- Born: circa 980 Possibly Norðragøta, Faroe Islands
- Died: Before 1047
- Occupation: Chieftain
- Known for: Reign during the Viking age in the Faroe Islands
- Spouse: Tóra Sigmundardóttir
- Father: Øssur Havgrímsson

= Leivur Øssursson =

Faroese chieftain

Leivur Øssursson or Leif Øssursson (born ca. 980 - died before 1047) was a chieftain in the Faroe Islands, before they were taken over by Norway in 1035. Leivur's reign marked the beginning of the end of the Viking age, and the end of independence in the Faeroes.

Leivur Øssursson was the son of Øssur Havgrímsson.
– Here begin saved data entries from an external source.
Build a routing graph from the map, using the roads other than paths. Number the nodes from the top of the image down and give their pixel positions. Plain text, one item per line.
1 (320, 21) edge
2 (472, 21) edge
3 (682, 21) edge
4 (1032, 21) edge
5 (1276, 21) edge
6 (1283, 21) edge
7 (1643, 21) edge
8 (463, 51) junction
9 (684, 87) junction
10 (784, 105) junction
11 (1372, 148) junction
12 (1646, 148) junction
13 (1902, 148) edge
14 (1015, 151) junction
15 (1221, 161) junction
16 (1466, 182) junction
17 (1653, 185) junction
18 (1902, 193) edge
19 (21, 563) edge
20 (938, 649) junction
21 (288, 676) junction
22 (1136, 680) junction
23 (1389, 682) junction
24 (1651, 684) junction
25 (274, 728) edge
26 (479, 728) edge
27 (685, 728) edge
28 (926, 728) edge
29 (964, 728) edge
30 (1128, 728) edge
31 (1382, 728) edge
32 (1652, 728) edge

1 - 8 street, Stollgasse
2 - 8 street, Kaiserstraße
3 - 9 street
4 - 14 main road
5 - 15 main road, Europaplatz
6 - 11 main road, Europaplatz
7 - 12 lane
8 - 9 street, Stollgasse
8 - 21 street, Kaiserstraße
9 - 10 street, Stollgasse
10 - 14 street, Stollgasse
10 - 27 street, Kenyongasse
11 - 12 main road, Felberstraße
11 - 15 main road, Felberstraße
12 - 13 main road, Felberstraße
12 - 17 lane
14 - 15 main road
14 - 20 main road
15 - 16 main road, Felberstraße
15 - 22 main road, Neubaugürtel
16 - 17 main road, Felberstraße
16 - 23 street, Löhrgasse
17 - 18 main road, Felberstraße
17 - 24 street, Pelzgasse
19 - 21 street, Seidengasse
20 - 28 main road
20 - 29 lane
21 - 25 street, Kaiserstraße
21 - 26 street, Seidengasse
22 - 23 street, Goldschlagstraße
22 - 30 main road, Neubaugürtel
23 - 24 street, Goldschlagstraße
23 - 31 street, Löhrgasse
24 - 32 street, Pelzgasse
It is unclear when and where Leivur was born, but we know that it was before 983 when his father died at the age of 23. His birthplace was possibly Norðragøta, where his father lived with Tróndur í Gøtu in Hov. His father owned a farm at Skúvoy and other farms at Brestir and Beinir.
He was married to Tóra Sigmundardóttir, the daughter of Sigmundur Brestisson and Turið Torkilsdóttir.

In 1024, King Olaf II of Norway invited some of the chieftains of the Faroes, including Tórolvur Sigmundsson and Leivur Øssursson, to travel to Norway to become his deputies. However, as long as Tróndur í Gøtu lived, it was clear that King Olaf would not have full control of the Faroes. After Tróndur í Gøtu's death in 1035, King Magnus Olafsson claimed control of the Faeroes. By the latter half of the 12th century, the Faroe Islands became firmly attached to the Kingdom of Norway.